Westhampton Beach seeks input on music permits


Westhampton Beach trustees are now seeking suggestions from community members on ways that the village can improve its current system for awarding outdoor music permits, following the filing of multiple noise complaints last year.

Board members also are looking for feedback as soon as possible, in order for them to make any required code amendments prior to the start of the summer.

At the Village Board’s work session late last month, Westhampton Beach Mayor Conrad Teller said he wants suggestions from the community concerning the playing of outdoor music on Main Street. Last year the trustees discussed the possibility of banning most amplified music along the village’s main business corridors, only permitting singers with small amplification systems, after the filing of several noise complaints.

Former Southampton Town code officer Steve Frano suggested to the board in late November that it limit the amount of amplification that is allowed as a way to curb noise. He explained that an 80-watt amplification system would provide enough power to project the voices of singers.

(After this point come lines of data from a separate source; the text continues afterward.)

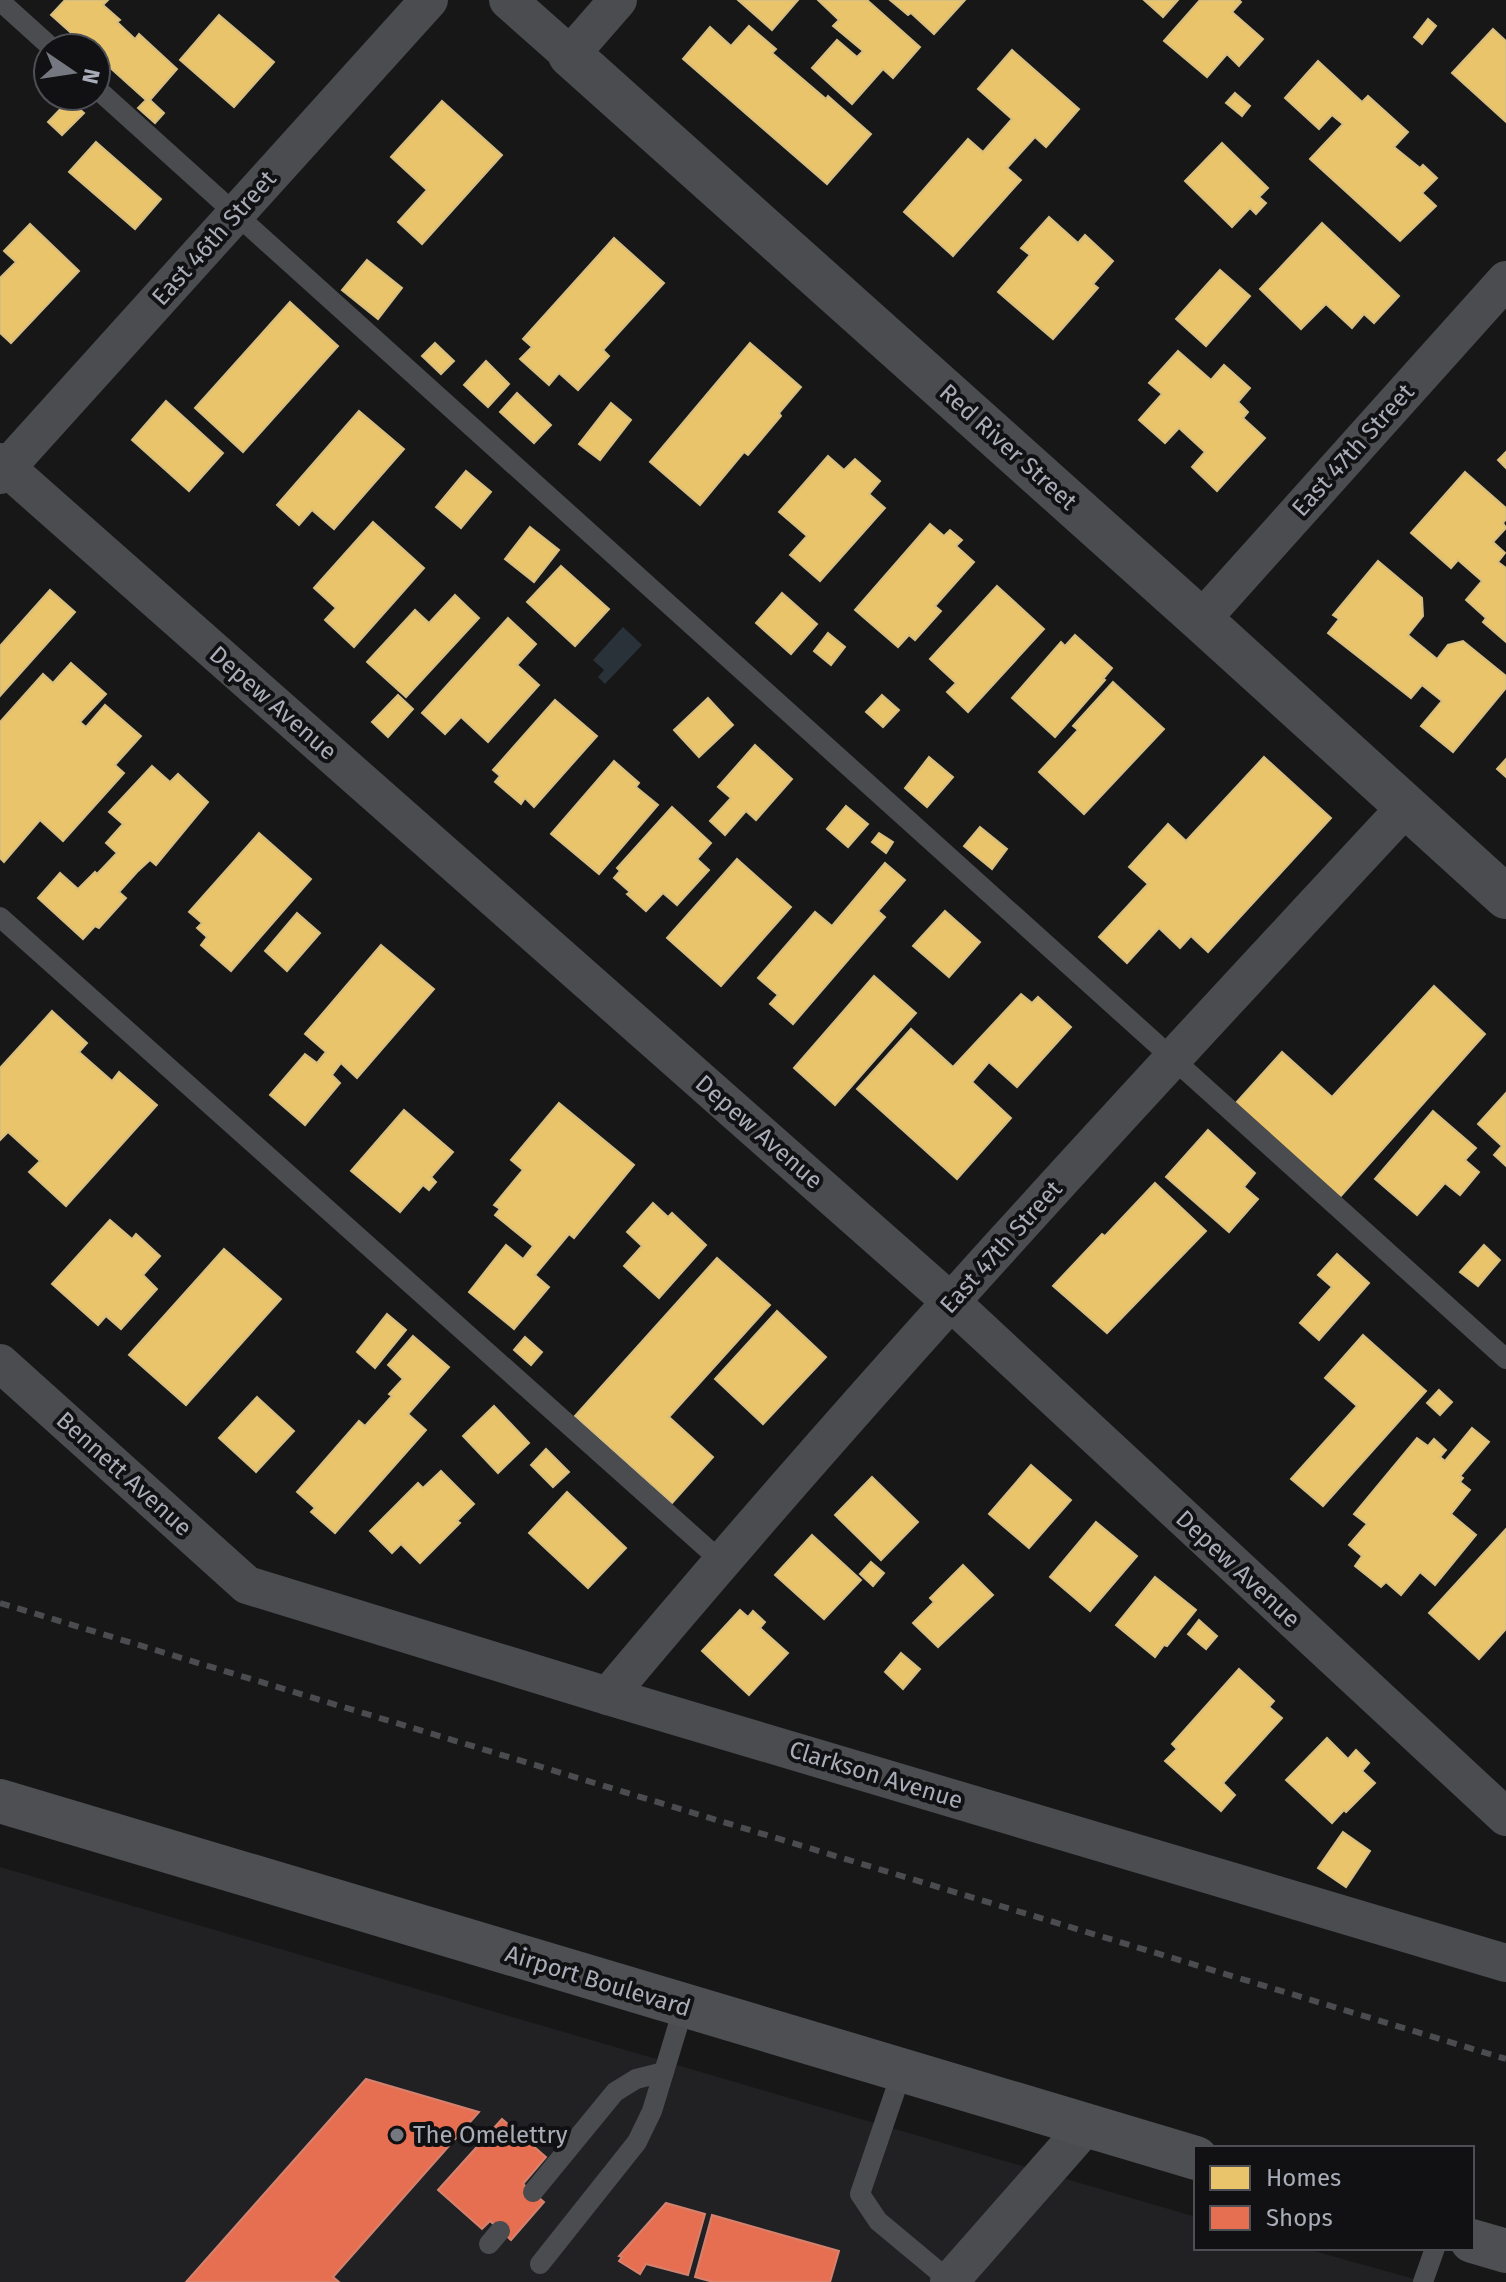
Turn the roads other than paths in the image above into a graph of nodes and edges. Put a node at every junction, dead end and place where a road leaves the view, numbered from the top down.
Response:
1 (429, 0) edge
2 (508, 0) edge
3 (618, 0) edge
4 (0, 1) edge
5 (34, 32) edge
6 (570, 55) junction
7 (112, 102) edge
8 (236, 214) junction
9 (1506, 280) edge
10 (2, 468) edge
11 (1201, 620) junction
12 (1406, 807) junction
13 (1506, 897) edge
14 (0, 917) edge
15 (1173, 1058) junction
16 (951, 1302) junction
17 (1506, 1359) edge
18 (0, 1363) edge
19 (721, 1561) junction
20 (247, 1585) joint
21 (608, 1696) junction
22 (0, 1801) edge
23 (1506, 1817) edge
24 (1506, 1963) edge
25 (684, 2006) junction
26 (902, 2071) junction
27 (664, 2072) junction
28 (1087, 2125) junction
29 (1194, 2157) edge
30 (533, 2192) dead end
31 (1474, 2242) edge
32 (1434, 2250) edge
33 (1506, 2251) edge
34 (540, 2264) dead end
35 (950, 2282) edge
36 (1423, 2282) edge

1 - 8 street, East 46th Street
2 - 6 street, Red River Street
3 - 6 street
4 - 5 lane
6 - 11 street, Red River Street
7 - 8 lane
8 - 10 street, East 46th Street
8 - 15 lane
9 - 11 street, East 47th Street
10 - 16 street, Depew Avenue
11 - 12 street, Red River Street
12 - 13 street, Red River Street
12 - 15 street, East 47th Street
14 - 19 lane
15 - 16 street, East 47th Street
15 - 17 lane
16 - 19 street, East 47th Street
16 - 23 street, Depew Avenue
18 - 20 street, Bennett Avenue
19 - 21 street, East 47th Street
20 - 21 street, Clarkson Avenue
21 - 24 street, Clarkson Avenue
22 - 25 main road, Airport Boulevard
25 - 26 main road, Airport Boulevard
25 - 27 lane
26 - 28 main road, Airport Boulevard
26 - 35 lane
27 - 30 lane
27 - 34 lane
28 - 29 main road, Airport Boulevard
28 - 35 street
31 - 33 main road
32 - 36 lane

The village issues only a small number of music permits and the applicants, most of whom are on Main Street, must apply for a renewal each year.

“We have a few more months,” Village Board member Hank Tucker said at last month’s work session. “We need input and suggestions from people.”

Village Clerk Kathy McGinnis said a public hearing on this specific issue will not be held for several weeks, until board members decide on how they will change the permit application process. Rather, board members are asking local residents and business owners to offer their opinions during the next few meetings, such as the one scheduled for this Thursday, February 5, at 7 p.m.

Currently, businesses have to apply to the village for a music permit, a document that allows them to offer amplified music up until 11 p.m. on certain days. Most of the requests, which are reviewed by the Village Board, are for Wednesday, Thursday, Friday and Saturday nights in the summer months.

Also, the music being played at the businesses cannot exceed 65 decibels at the center of Main Street, which is defined by the double yellow line in the current village code, explained Westhampton Beach Building Inspector Paul Houlihan. Between 9 and 11 p.m., the music cannot exceed 55 decibels under the current regulations.

Village officials have stated that it is difficult to get an accurate decibel level reading of the performers and, therefore, they are now looking at other possible options.

“We’re looking to see what’s a reasonable type of amplifier, if there is such an animal out there,” Mr. Teller said on Friday. “Is it reasonable to have a 20-watt amplifier, or do you need a 35-watt amplifier?

“It might not change, we’re just inquiring,” Mr. Teller continued.

Deputy Mayor Jim Kametler recommended at the work session that the Westhampton Beach Police Department investigate the situation. Mr. Kametler asked Village Police Chief Ray Dean if his staff could make sure that the section of the village code pertaining to outdoor music is being enforced.

“Whatever you need,” Chief Dean said, adding that he would look into the situation.

On Monday, Chief Dean added that the trustees will ultimately decide what changes, if any, are made to the village code pertaining to amplified music. “We’re waiting for the village, they’re reviewing it,” he said. “If they change the ordinance, we’ll enforce it. We do whatever they chose to do.”